Leonard Euler's Solution to the Konigsberg Bridge Problem - Euler's Generalization

Teo Paoletti

In Paragraph 10, Euler continues his discussion by noting that if the situation involves all landmasses with an odd number of bridges, it is possible to tell whether a journey can be made using each bridge only once.  Euler states that if the sum of the number of times each letter must appear is one more then the total number of bridges, a journey can be made.  However, if the number of occurrences is greater than one more than the number of bridges, a journey cannot be made, like the Königsberg Bridge problem.  This is because the rule, which Euler gives for an odd number of bridges, using Figure 2 [not available], is true for the general situation whether there is only one other landmass or more than one. 

In Paragraphs 11 and 12, Euler deals with the situation where a region has an even number of bridges attached to it.  This situation does not appear in the Königsberg problem and, therefore, has been ignored until now.  In the situation with a landmass X with an even number of bridges, two cases can occur.  The first case is when X is the starting point for the journey.  In this case, X will appear twice, once as the starting point, and again as the ending point.  In the other case, X is not the starting point.  If this were to happen, X would only appear once, as the journey would have to enter through one bridge and immediately leave through the only other one available.  Similarly, if there are four bridges attached to X the number of occurrences of X depends on whether or not it is a starting point.  If the journey starts in X, it must appear three times, but if it does not begin in X, it would only appear twice.  So in general, if X has an even number of bridges attached, then if the journey does not start in X, X appears half the number of times as bridges (i.e. Occurrences of X where X is even and not the starting point = (# of Bridges) / 2).  If the journey does start in X then X appears half the number of times as bridges, plus one (i.e. Occurrences of X where X is even and starting point = ((# of Bridges) / 2) + 1). 

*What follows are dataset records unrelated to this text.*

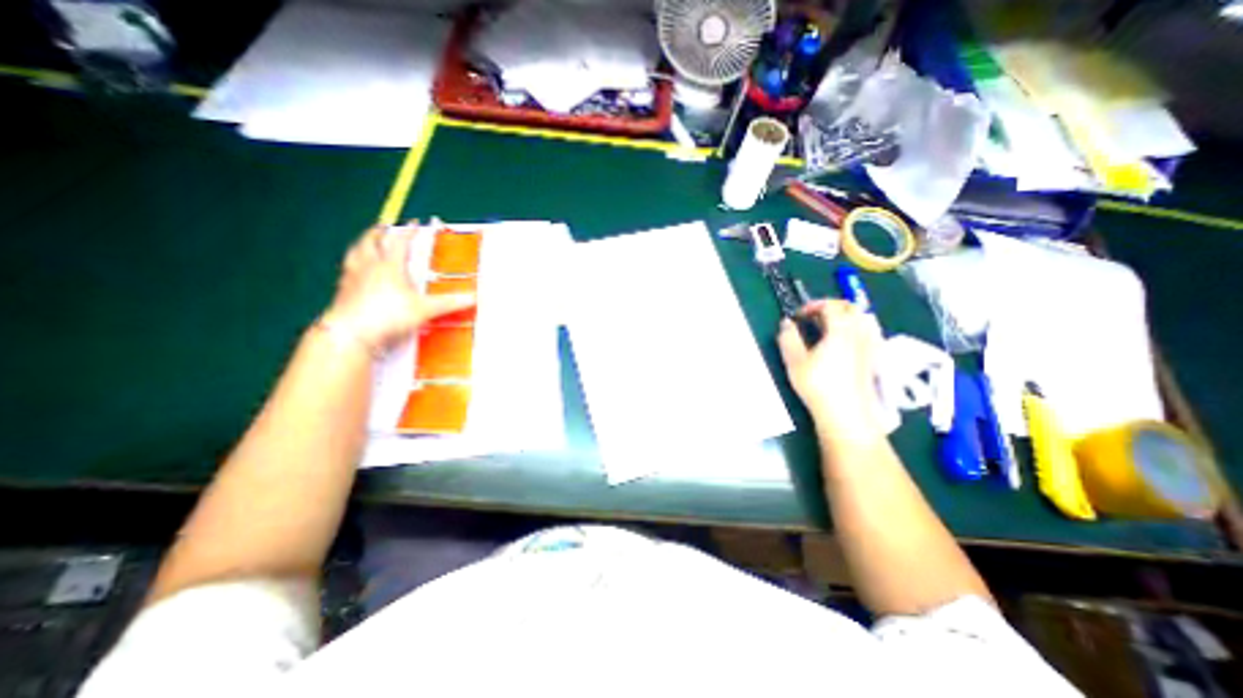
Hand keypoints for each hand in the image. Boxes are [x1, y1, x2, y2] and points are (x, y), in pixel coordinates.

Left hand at [317, 222, 475, 351]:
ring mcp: (352, 277)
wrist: (352, 332)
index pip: (400, 241)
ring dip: (363, 243)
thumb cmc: (389, 316)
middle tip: (385, 226)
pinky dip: (352, 264)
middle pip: (372, 241)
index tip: (414, 223)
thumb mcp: (425, 309)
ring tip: (366, 241)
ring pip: (356, 252)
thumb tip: (473, 298)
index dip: (409, 231)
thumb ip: (450, 303)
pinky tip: (355, 270)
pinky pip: (347, 270)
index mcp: (390, 265)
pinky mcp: (342, 290)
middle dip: (380, 232)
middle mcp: (369, 266)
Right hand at [774, 297, 883, 436]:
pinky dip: (856, 329)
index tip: (799, 316)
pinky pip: (869, 333)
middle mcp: (859, 333)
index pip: (830, 305)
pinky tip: (844, 343)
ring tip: (829, 327)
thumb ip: (788, 338)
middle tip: (814, 317)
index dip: (813, 305)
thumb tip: (786, 323)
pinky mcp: (874, 358)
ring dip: (846, 316)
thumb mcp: (794, 361)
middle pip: (851, 307)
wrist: (846, 413)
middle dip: (832, 306)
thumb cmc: (818, 385)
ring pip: (863, 318)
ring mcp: (870, 345)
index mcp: (840, 329)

In Paragraphs 13 through 15, Euler explains how to figure out if a path using each bridge once and only once exists and presents his own example to show how it works.  Euler first explains his simple six-step method to solve any general situation with landmasses divided by rivers and connected by bridges.  First Euler denotes each landmass with a capital letter.  Second he takes the total number of bridges, adds one, and writes this above the chart he is about to make.  Next, he takes the capital letters, puts them in a column, and next to them writes the number of bridges.  Fourth, he indicates with asterisks the landmasses which have an even number of bridges.  Then, next to each even number, he writes ½ of the number and next to each odd number he places ½ the number plus one.  Finally, Euler adds the numbers written in the right-most column and if the sum is one less than, or equal to, the number of bridges plus one, then the required journey is possible.  It is important to note however, that if the sum is one less than the number of bridges plus one, then the journey must start from one of the landmasses marked with an asterisk.  If the sum is equal to the number of bridges plus one, the journey must start in a region not marked with an asterisk.